JPMorgan Chase & Co., the biggest U.S. bank by assets, won a New York appeals court ruling upholding the dismissal of a lawsuit by the defunct commodities fund Amaranth Advisors LLC.
Amaranth collapsed in 2006 after losing $6.6 billion on natural gas trades. The fund sued New York-based JPMorgan in 2007 in state court in Manhattan, alleging bank executives helped cause its demise by sabotaging a bailout by Citadel Investment Group LLC.
Justice O. Peter Sherwood of New York’s trial-level Supreme court threw out the suit in August 2011, saying Amaranth officials can’t prove the executives’ statements were the reason Citadel officials decided to cancel the bailout.

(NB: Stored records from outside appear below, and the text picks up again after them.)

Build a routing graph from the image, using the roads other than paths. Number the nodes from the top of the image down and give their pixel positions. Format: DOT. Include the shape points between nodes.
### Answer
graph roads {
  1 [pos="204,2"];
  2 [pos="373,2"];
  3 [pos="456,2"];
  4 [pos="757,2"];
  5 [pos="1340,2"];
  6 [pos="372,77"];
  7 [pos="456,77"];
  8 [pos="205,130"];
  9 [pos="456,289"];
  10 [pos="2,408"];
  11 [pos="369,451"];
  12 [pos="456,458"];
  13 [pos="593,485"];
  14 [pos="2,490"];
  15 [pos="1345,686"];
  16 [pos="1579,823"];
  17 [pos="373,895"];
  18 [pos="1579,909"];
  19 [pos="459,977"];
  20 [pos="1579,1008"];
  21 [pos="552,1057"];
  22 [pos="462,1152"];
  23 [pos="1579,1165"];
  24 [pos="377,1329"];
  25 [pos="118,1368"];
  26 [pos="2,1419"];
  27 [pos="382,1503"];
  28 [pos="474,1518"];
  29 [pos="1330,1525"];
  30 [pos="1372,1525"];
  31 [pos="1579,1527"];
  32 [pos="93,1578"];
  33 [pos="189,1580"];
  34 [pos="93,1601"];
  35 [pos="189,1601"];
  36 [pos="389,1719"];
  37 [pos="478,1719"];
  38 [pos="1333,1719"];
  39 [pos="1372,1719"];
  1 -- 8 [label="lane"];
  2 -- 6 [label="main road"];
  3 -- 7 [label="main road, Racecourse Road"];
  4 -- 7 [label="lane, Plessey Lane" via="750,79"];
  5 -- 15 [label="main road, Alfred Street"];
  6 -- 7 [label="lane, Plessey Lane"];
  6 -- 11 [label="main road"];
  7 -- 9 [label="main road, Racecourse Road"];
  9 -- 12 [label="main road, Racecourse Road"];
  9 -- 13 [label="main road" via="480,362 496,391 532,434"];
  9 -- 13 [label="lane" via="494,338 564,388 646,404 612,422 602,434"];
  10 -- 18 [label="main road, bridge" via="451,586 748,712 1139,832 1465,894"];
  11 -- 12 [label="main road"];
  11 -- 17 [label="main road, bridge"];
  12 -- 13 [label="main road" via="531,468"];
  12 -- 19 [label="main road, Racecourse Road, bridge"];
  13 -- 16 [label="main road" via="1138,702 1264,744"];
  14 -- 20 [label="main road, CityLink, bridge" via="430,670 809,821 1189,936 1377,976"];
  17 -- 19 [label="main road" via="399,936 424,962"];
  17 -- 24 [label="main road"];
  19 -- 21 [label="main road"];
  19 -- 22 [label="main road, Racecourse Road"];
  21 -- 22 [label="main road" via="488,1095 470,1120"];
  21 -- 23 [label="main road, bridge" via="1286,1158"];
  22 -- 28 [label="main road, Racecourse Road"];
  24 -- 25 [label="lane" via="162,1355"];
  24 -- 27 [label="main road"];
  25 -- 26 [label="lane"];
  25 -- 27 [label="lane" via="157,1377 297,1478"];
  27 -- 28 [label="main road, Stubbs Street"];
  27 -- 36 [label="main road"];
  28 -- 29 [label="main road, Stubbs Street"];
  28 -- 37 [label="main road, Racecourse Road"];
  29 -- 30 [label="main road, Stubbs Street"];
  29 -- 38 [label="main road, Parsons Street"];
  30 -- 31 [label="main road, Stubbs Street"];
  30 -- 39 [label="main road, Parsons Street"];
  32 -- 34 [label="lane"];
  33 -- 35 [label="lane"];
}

An appeals panel in Manhattan upheld the dismissal today, saying Amaranth’s case relies on a statement indicating that JPMorgan had concerns about the impact of any potential bridge loan to the fund, instead of the defamatory statement alleged in its complaint.
The statement Amaranth now relies on “is not defamatory, as it simply expresses an opinion based on information available to all potential parties to the potential fund transaction,” the appeals court said in its ruling. “Furthermore, the statement is substantially true.”
The appeals court said it found “uncontroverted evidence” that JPMorgan “did consider, if only briefly, making a bridge loan to the fund and concluded that it was ‘less than creditworthy’ and a ‘potential preference risk.’”
The case is Amaranth LLC v. JPMorgan Chase & Co., 603756/2007, New York state Supreme Court, New York County (Manhattan).